Tag Archives: whitney erin boesel
At Quantified Self we’ve come to appreciate the interest in QS from scholars, researchers, and scientists. The essay below, which originally appeared on the Society Pages blog Cyborgology, was written by the thoughtful QS participant and scholar, Whitney Erin Boesel (we have collaboratively made minor edits for this posting). We learned quite a bit from it and are honored that Whitney allowed us to repost it here. Essays such as these help us think critically about QS and our growing community. We hope that posting it here will spur discussion and we invite you to add your voice in the comments or email us with essays of your own.

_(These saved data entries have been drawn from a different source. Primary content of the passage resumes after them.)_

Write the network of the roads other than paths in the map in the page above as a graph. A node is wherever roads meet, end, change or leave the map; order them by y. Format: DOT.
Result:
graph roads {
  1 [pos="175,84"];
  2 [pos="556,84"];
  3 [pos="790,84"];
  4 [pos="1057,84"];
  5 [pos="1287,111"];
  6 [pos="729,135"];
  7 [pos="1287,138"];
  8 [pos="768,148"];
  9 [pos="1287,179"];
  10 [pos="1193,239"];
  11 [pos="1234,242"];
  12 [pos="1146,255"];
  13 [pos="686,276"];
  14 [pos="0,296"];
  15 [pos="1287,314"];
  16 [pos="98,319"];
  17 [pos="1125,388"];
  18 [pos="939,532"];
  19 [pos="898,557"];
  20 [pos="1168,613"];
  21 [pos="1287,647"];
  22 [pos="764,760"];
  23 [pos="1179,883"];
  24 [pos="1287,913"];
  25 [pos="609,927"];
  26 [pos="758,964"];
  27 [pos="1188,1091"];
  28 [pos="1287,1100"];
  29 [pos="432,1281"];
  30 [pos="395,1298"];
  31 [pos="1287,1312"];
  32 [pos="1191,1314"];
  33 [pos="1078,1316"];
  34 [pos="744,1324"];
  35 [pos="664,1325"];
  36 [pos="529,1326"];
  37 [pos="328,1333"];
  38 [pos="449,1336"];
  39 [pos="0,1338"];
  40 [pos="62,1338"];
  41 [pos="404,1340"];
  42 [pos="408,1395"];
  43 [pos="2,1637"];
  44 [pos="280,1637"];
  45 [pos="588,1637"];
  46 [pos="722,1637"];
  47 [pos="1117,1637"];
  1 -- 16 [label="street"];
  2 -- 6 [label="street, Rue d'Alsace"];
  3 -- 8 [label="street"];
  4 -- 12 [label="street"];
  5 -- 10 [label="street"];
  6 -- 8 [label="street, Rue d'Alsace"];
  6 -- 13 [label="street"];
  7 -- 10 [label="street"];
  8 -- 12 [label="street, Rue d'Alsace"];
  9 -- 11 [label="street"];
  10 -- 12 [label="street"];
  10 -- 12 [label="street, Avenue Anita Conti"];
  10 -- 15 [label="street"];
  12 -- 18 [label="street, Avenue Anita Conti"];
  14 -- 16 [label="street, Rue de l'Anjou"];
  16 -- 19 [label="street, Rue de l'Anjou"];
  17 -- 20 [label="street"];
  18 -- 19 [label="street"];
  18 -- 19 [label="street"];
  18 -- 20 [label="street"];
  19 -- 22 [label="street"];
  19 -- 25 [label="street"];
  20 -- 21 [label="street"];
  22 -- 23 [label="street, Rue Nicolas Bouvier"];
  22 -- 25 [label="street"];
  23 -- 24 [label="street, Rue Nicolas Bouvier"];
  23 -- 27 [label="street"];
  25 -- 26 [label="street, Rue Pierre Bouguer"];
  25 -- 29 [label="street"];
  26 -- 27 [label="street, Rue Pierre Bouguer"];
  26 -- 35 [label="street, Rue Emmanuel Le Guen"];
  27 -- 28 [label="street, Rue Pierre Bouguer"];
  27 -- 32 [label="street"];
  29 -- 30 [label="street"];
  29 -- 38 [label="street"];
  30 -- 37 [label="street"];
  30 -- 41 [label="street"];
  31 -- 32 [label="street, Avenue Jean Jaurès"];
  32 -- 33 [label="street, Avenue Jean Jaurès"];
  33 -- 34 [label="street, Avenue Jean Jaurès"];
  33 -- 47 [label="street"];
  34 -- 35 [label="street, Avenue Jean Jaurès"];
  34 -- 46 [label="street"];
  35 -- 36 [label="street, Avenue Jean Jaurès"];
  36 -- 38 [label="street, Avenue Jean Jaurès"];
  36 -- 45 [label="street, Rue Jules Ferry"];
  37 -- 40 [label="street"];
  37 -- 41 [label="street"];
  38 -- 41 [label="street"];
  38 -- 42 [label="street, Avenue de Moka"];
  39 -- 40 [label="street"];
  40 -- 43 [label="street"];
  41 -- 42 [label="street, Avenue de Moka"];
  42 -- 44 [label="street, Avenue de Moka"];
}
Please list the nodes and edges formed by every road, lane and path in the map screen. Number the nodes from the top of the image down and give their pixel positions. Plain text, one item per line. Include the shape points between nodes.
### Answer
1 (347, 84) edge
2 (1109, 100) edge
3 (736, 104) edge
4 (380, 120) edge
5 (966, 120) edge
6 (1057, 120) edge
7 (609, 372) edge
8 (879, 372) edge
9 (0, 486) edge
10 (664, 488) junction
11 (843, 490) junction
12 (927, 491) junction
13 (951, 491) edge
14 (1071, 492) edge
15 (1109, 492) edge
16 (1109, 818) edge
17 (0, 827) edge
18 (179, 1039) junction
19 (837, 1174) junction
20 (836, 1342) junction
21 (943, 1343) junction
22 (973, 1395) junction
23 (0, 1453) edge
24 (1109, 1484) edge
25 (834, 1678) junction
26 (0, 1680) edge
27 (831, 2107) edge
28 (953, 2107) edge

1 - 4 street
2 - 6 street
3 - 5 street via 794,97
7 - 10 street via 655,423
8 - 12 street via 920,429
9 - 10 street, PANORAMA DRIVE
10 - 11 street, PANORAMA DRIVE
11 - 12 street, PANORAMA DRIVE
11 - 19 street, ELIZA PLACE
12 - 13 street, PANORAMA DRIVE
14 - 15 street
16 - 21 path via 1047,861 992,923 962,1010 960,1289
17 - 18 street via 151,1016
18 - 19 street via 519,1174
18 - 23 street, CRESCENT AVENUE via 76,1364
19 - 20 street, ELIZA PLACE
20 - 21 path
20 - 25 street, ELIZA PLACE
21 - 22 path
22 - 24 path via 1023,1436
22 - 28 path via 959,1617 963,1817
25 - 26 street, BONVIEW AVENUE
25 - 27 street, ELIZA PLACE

When people ask me what it is that I’m studying for my PhD research, my answer usually begins with, “Have you ever heard of the group Quantified Self?” I ask this question because, if the person says yes, it’s a lot easier for me to explain my project (which is looking at different forms of mood tracking, primarily within the context of Quantified Self). But sometimes asking this return question makes my explanation more difficult, too, because a lot of people have heard the word “quantified” cozy up to the word “self” in ways that make them feel angry, uncomfortable, or threatened. They don’t at all like what those four syllables sometimes seem to represent, and with good reason: the idea of a “quantified self” can stir images of big data, data mining, surveillance, loss of privacy, loss of agency, mindless fetishization of technology, even utter dehumanization.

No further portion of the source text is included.